**Requirement**
Where does the word "name" occur in the entries below? Copy every line that has it.

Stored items
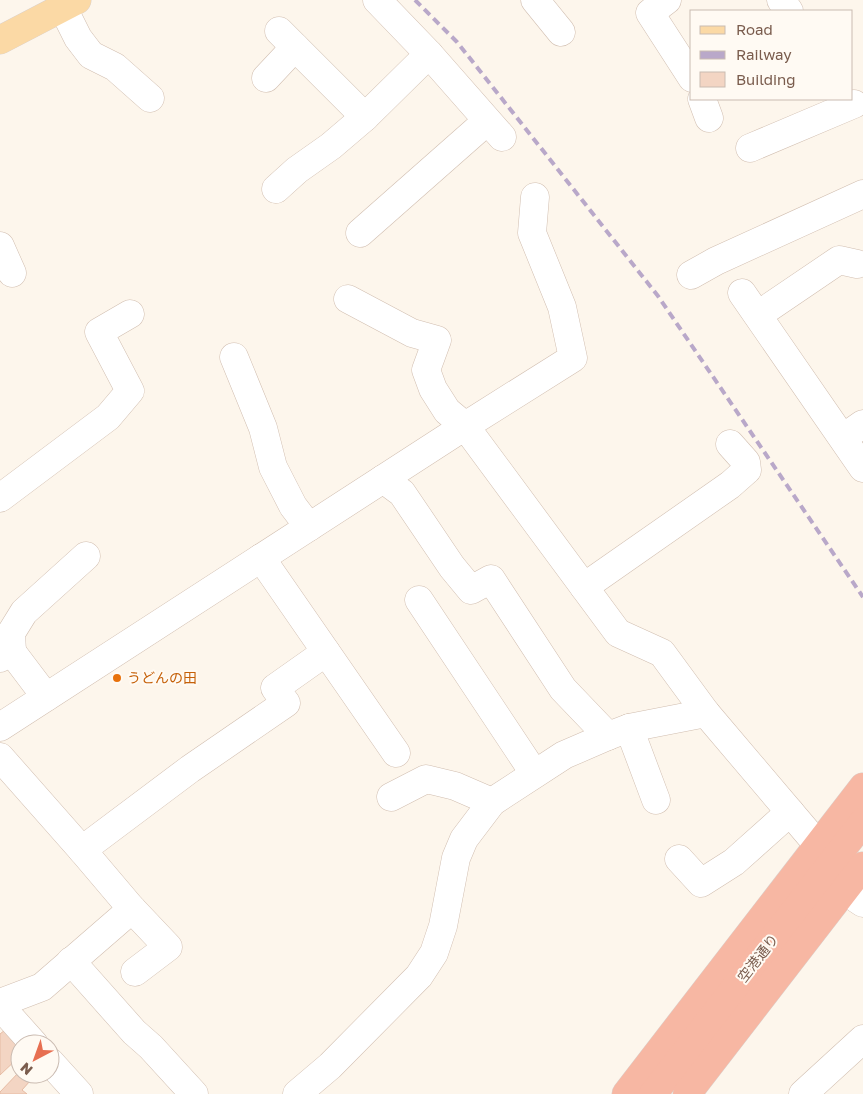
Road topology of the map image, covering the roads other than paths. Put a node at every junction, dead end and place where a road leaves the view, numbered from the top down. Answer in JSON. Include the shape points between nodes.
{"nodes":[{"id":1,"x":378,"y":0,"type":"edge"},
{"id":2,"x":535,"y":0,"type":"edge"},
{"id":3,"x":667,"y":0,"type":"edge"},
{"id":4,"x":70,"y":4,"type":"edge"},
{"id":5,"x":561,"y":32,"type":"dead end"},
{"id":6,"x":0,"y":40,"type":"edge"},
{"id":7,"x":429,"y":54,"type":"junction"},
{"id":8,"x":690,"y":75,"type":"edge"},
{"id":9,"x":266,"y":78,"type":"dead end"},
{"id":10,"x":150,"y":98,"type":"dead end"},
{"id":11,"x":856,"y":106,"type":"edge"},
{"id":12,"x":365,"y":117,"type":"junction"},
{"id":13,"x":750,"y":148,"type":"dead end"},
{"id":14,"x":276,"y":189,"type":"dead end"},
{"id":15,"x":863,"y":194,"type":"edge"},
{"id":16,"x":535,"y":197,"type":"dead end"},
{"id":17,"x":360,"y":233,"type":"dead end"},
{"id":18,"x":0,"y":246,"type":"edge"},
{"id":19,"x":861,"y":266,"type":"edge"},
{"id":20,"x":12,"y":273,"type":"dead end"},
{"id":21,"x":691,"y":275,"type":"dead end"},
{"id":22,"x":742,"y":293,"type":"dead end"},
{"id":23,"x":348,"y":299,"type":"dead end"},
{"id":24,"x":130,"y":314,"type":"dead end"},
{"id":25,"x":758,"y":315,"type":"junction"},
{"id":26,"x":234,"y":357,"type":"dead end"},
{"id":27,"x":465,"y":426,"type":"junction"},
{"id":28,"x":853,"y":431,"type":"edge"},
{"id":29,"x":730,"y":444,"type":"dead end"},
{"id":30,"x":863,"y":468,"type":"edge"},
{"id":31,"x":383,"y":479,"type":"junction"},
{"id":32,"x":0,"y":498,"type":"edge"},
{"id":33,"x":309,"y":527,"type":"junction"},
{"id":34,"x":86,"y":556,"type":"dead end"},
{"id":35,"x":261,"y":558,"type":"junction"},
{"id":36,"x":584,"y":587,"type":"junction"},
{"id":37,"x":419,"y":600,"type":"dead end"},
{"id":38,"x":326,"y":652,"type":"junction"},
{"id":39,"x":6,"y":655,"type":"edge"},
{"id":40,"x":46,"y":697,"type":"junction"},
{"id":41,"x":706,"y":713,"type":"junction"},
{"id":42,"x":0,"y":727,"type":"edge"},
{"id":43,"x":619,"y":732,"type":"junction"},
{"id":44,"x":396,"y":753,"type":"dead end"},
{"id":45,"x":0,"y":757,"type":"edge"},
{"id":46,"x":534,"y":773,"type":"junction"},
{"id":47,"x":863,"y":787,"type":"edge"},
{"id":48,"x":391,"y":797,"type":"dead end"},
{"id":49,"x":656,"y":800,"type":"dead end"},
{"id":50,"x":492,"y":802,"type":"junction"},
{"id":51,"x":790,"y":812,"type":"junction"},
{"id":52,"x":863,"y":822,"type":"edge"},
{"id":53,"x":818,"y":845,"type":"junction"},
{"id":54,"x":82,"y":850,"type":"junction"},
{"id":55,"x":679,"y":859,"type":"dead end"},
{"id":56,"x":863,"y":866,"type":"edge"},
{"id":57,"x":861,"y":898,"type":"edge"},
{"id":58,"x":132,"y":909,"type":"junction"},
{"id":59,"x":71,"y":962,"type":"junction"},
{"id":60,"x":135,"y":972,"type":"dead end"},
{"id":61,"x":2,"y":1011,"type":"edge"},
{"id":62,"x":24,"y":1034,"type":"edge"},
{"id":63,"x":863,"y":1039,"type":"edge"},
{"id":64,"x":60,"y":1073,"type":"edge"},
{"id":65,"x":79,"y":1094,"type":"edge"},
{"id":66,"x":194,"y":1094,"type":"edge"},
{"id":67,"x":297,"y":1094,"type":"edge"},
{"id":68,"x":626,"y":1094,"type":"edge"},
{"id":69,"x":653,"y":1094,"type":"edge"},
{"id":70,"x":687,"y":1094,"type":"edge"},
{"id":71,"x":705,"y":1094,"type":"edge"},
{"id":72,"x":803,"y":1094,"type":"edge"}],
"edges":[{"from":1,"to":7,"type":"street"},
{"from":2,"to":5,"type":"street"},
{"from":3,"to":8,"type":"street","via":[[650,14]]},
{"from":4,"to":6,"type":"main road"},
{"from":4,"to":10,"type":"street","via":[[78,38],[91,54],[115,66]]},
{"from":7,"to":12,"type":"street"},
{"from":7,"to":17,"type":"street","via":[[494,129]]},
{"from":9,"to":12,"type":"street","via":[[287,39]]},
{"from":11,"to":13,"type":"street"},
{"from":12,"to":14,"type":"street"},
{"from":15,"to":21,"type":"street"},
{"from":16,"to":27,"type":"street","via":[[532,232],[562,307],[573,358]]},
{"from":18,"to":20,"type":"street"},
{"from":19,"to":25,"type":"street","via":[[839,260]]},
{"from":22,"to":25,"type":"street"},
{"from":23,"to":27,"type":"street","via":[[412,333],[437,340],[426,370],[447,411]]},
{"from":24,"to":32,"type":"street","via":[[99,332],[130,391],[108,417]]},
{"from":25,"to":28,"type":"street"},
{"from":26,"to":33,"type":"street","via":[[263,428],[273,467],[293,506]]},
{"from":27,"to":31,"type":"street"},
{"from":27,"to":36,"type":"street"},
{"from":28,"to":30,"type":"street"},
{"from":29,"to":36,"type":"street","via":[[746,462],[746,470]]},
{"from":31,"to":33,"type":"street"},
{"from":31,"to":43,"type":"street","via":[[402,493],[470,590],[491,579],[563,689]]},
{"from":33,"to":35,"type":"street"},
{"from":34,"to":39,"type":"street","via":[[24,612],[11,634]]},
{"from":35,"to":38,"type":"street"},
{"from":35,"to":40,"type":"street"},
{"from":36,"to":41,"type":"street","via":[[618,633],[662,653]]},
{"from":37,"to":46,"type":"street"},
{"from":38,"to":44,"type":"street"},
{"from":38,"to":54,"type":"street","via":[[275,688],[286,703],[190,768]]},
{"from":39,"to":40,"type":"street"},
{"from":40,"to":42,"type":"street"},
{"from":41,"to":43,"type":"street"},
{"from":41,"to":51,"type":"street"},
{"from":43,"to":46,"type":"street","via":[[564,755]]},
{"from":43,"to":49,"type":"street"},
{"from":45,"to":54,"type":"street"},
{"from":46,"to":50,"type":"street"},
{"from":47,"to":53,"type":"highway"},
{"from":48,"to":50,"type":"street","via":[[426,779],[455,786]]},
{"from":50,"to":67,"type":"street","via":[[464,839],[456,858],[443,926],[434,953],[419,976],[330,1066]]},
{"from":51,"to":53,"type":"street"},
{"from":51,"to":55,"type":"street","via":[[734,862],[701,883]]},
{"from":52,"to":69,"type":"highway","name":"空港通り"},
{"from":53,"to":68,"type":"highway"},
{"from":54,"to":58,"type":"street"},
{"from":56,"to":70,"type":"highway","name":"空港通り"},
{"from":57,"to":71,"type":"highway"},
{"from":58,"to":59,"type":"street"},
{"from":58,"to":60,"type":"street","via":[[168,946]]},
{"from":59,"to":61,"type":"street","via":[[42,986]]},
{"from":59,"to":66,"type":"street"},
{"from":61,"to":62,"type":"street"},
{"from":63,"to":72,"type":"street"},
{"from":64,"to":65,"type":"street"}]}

**Answer for this exercise**
{"from":52,"to":69,"type":"highway","name":"空港通り"},
{"from":56,"to":70,"type":"highway","name":"空港通り"},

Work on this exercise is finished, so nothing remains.